PHP: How did the idea for About Fresh come about?
Josh Trautwein: I was working as a community health worker on a nutritional education program when the only grocery store in the neighborhood closed down. I had no answer for how to change the fact that there was no food close by to where my patients lived. That is what brought on our mission to get healthy food to everybody.
Can you touch on the three different areas of food insecurity that About Fresh aims to address: retail access, purchasing power, and the culture and built environment?

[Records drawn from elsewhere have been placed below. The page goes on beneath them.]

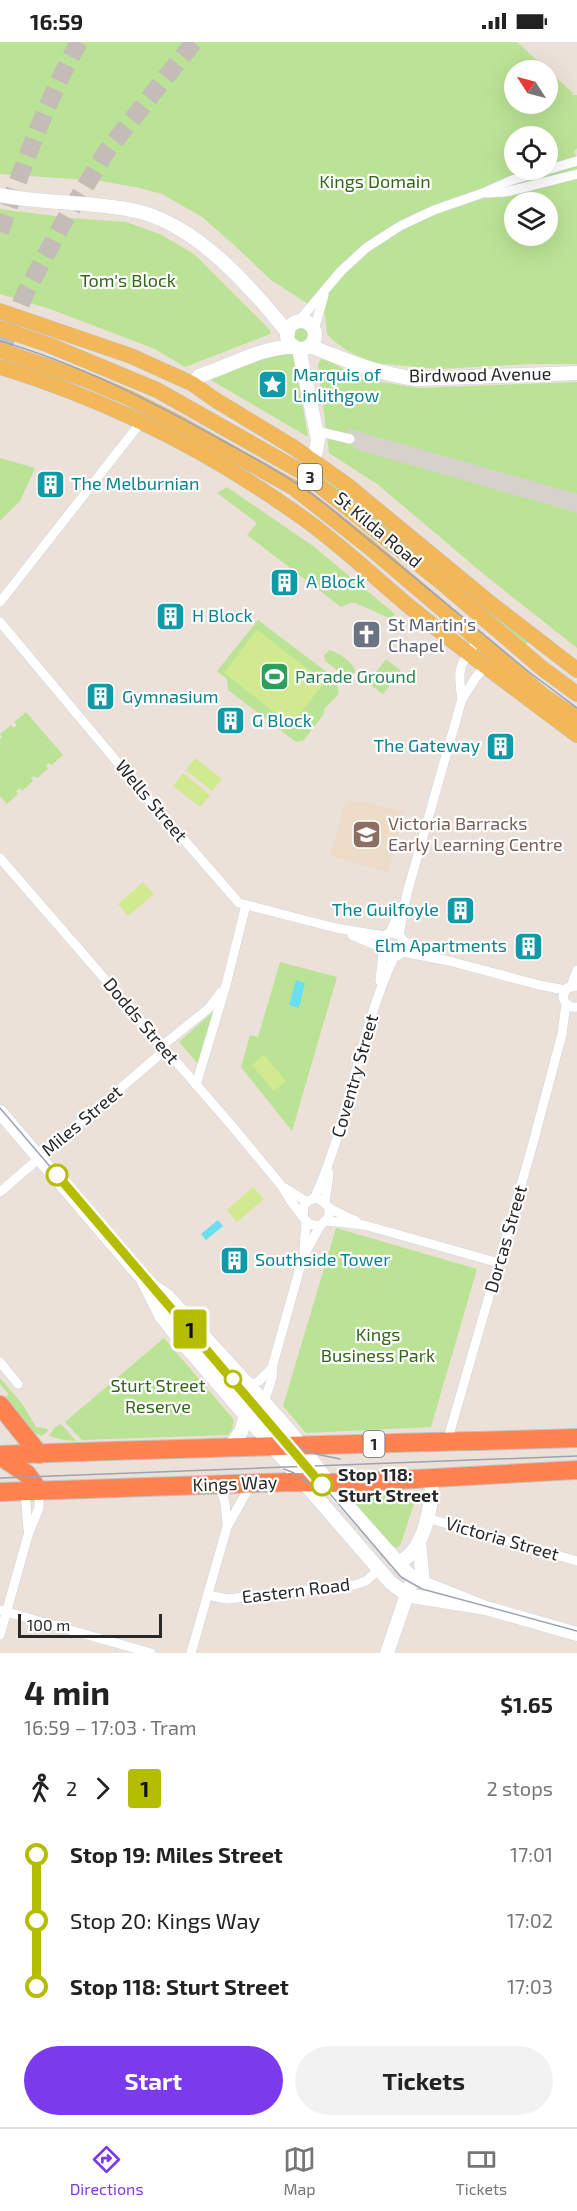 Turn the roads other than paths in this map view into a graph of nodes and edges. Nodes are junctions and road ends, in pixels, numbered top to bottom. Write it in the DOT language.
graph roads {
  1 [pos="577,161"];
  2 [pos="577,174"];
  3 [pos="483,193"];
  4 [pos="0,195"];
  5 [pos="332,280"];
  6 [pos="0,311"];
  7 [pos="0,328"];
  8 [pos="292,328"];
  9 [pos="307,342"];
  10 [pos="0,350"];
  11 [pos="261,353"];
  12 [pos="0,367"];
  13 [pos="577,373"];
  14 [pos="193,384"];
  15 [pos="157,390"];
  16 [pos="214,399"];
  17 [pos="149,407"];
  18 [pos="141,422"];
  19 [pos="316,431"];
  20 [pos="351,439"];
  21 [pos="307,466"];
  22 [pos="294,489"];
  23 [pos="0,602"];
  24 [pos="0,622"];
  25 [pos="472,647"];
  26 [pos="490,661"];
  27 [pos="577,670"];
  28 [pos="577,694"];
  29 [pos="462,699"];
  30 [pos="577,718"];
  31 [pos="577,735"];
  32 [pos="2,865"];
  33 [pos="246,905"];
  34 [pos="336,928"];
  35 [pos="394,937"];
  36 [pos="382,949"];
  37 [pos="398,954"];
  38 [pos="449,960"];
  39 [pos="577,970"];
  40 [pos="226,985"];
  41 [pos="539,985"];
  42 [pos="571,987"];
  43 [pos="379,989"];
  44 [pos="570,1005"];
  45 [pos="164,1048"];
  46 [pos="196,1085"];
  47 [pos="0,1112"];
  48 [pos="39,1158"];
  49 [pos="330,1162"];
  50 [pos="281,1185"];
  51 [pos="0,1192"];
  52 [pos="310,1200"];
  53 [pos="327,1205"];
  54 [pos="304,1219"];
  55 [pos="323,1223"];
  56 [pos="364,1225"];
  57 [pos="303,1257"];
  58 [pos="499,1263"];
  59 [pos="143,1279"];
  60 [pos="0,1362"];
  61 [pos="272,1368"];
  62 [pos="18,1384"];
  63 [pos="249,1386"];
  64 [pos="264,1402"];
  65 [pos="0,1405"];
  66 [pos="246,1416"];
  67 [pos="577,1438"];
  68 [pos="447,1442"];
  69 [pos="272,1446"];
  70 [pos="301,1446"];
  71 [pos="230,1447"];
  72 [pos="39,1454"];
  73 [pos="0,1456"];
  74 [pos="577,1470"];
  75 [pos="432,1479"];
  76 [pos="303,1482"];
  77 [pos="328,1483"];
  78 [pos="219,1484"];
  79 [pos="251,1484"];
  80 [pos="32,1491"];
  81 [pos="0,1492"];
  82 [pos="427,1518"];
  83 [pos="226,1527"];
  84 [pos="419,1542"];
  85 [pos="577,1561"];
  86 [pos="396,1563"];
  87 [pos="379,1569"];
  88 [pos="418,1581"];
  89 [pos="407,1594"];
  90 [pos="208,1595"];
  91 [pos="486,1608"];
  92 [pos="3,1611"];
  93 [pos="577,1634"];
  94 [pos="0,1635"];
  95 [pos="151,1653"];
  96 [pos="191,1653"];
  97 [pos="387,1653"];
  1 -- 3 [label="street"];
  2 -- 3 [label="street"];
  3 -- 5 [label="street"];
  4 -- 8 [label="street"];
  5 -- 8 [label="street"];
  5 -- 9 [label="street"];
  6 -- 14 [label="main road, St Kilda Road"];
  7 -- 15 [label="main road, St Kilda Road / 3"];
  8 -- 9 [label="street"];
  8 -- 9 [label="street"];
  8 -- 11 [label="street"];
  9 -- 11 [label="street"];
  9 -- 13 [label="street, Birdwood Avenue"];
  9 -- 19 [label="street"];
  10 -- 17 [label="main road, St Kilda Road"];
  11 -- 14 [label="street"];
  12 -- 18 [label="main road, St Kilda Road / 3"];
  14 -- 16 [label="main road, St Kilda Road"];
  15 -- 16 [label="main road"];
  15 -- 21 [label="main road, St Kilda Road / 3"];
  16 -- 21 [label="main road, St Kilda Road"];
  17 -- 18 [label="main road"];
  17 -- 22 [label="main road, St Kilda Road"];
  18 -- 23 [label="street"];
  18 -- 25 [label="main road, St Kilda Road / 3"];
  19 -- 20 [label="street"];
  19 -- 21 [label="street"];
  21 -- 22 [label="main road"];
  21 -- 27 [label="main road, St Kilda Road"];
  21 -- 28 [label="main road, St Kilda Road / 3"];
  22 -- 25 [label="main road, St Kilda Road"];
  24 -- 33 [label="street, Wells Street"];
  25 -- 26 [label="main road, St Kilda Road"];
  25 -- 29 [label="street"];
  26 -- 29 [label="street"];
  26 -- 30 [label="main road, St Kilda Road"];
  26 -- 31 [label="main road, St Kilda Road"];
  29 -- 35 [label="street"];
  32 -- 45 [label="street, Dodds Street"];
  33 -- 34 [label="street, Wells Street"];
  33 -- 40 [label="street, Miles Street"];
  34 -- 35 [label="street, Wells Street"];
  34 -- 36 [label="street, Wells Street"];
  35 -- 36 [label="street, Coventry Street"];
  35 -- 37 [label="street, Coventry Street"];
  35 -- 38 [label="street, Wells Street"];
  36 -- 37 [label="street, Wells Street"];
  36 -- 43 [label="street, Coventry Street"];
  37 -- 38 [label="street, Wells Street"];
  37 -- 43 [label="street, Coventry Street"];
  38 -- 41 [label="street, Wells Street"];
  39 -- 42 [label="street"];
  40 -- 45 [label="street, Miles Street"];
  40 -- 46 [label="street, Miles Street"];
  41 -- 42 [label="street, Wells Street"];
  41 -- 44 [label="street, Wells Street"];
  42 -- 44 [label="street, Dorcas Street"];
  43 -- 49 [label="street, Coventry Street"];
  44 -- 58 [label="street, Dorcas Street"];
  45 -- 46 [label="street, Dodds Street"];
  45 -- 48 [label="street, Miles Street"];
  46 -- 50 [label="street, Dodds Street"];
  47 -- 48 [label="street"];
  48 -- 51 [label="street, Miles Street"];
  48 -- 59 [label="street"];
  49 -- 52 [label="street, Coventry Street"];
  49 -- 53 [label="street, Coventry Street"];
  50 -- 52 [label="street, Dodds Street"];
  50 -- 54 [label="street, Dodds Street"];
  52 -- 53 [label="street"];
  52 -- 54 [label="street"];
  53 -- 55 [label="street"];
  53 -- 56 [label="street"];
  54 -- 55 [label="street"];
  54 -- 57 [label="street"];
  55 -- 56 [label="street"];
  55 -- 57 [label="street"];
  56 -- 58 [label="street"];
  57 -- 61 [label="street"];
  58 -- 68 [label="street, Dorcas Street"];
  59 -- 63 [label="street"];
  59 -- 66 [label="street"];
  60 -- 62 [label="street"];
  61 -- 63 [label="street"];
  61 -- 64 [label="street"];
  63 -- 64 [label="street"];
  64 -- 70 [label="street"];
  65 -- 72 [label="highway"];
  66 -- 69 [label="street"];
  66 -- 71 [label="street"];
  67 -- 68 [label="highway, Kings Way / 1"];
  68 -- 70 [label="highway, Kings Way / 1"];
  69 -- 70 [label="highway, Kings Way / 1"];
  69 -- 71 [label="highway, Kings Way / 1"];
  69 -- 76 [label="street"];
  70 -- 77 [label="street"];
  71 -- 72 [label="highway, Kings Way / 1"];
  72 -- 73 [label="highway, Kings Way / 1"];
  73 -- 80 [label="highway"];
  74 -- 75 [label="highway, Kings Way / 1"];
  75 -- 77 [label="highway, Kings Way / 1"];
  75 -- 82 [label="street"];
  76 -- 77 [label="highway, Kings Way / 1"];
  76 -- 79 [label="highway, Kings Way / 1"];
  76 -- 87 [label="street"];
  77 -- 86 [label="street"];
  78 -- 79 [label="highway, Kings Way / 1"];
  78 -- 80 [label="highway, Kings Way / 1"];
  78 -- 83 [label="street"];
  79 -- 83 [label="street"];
  80 -- 81 [label="highway, Kings Way / 1"];
  80 -- 92 [label="street"];
  82 -- 84 [label="street"];
  82 -- 85 [label="street, Victoria Street"];
  83 -- 90 [label="street"];
  84 -- 86 [label="street"];
  84 -- 88 [label="street"];
  86 -- 88 [label="street"];
  87 -- 89 [label="street"];
  87 -- 90 [label="street, Eastern Road"];
  88 -- 89 [label="street"];
  88 -- 91 [label="street"];
  89 -- 91 [label="street"];
  89 -- 97 [label="street"];
  90 -- 96 [label="street"];
  91 -- 93 [label="street"];
  92 -- 94 [label="street"];
  92 -- 95 [label="street"];
}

Through our Fresh Truck mobile market model, we worked on bringing food into communities that lack access to affordable healthy food options. That’s a really important factor behind the development of our programs. Culture influences how we make our food shopping decisions. We try to uplift the full diversity of food cultures that are represented in the city and, particularly, a health-centered culture of food. Lastly, the greatest opportunity that we see to affect how people access healthy food is purchasing power and affordability. You can do all the work that you want to provide nutrition education and bring food closer to communities, but if you don’t change how much money people have to go shopping for healthy food, you’re not going to get very far.
Fresh Connect is a really interesting program that About Fresh offers. Can you explain how the program works and who can participate?
When social service agencies, healthcare providers, social workers, or teachers recognize that a household or an individual is struggling with food insecurity, they can administer Fresh Connect. We have a web-based enrollment platform that allows the provider to create a profile for the person. Then that patient is mailed a Fresh Connect card that enables them to shop for fresh fruits and vegetables across our network of retailers. The Fresh Connect card recognizes approved healthy foods at the point of sale and automatically draws down the cost of those healthy foods without any manual sorting on the part of our shopper or the in-store retail associate. We also analyze the data over time to see whether or not there are positive trends with health related to shopping and Fresh Connect program engagement.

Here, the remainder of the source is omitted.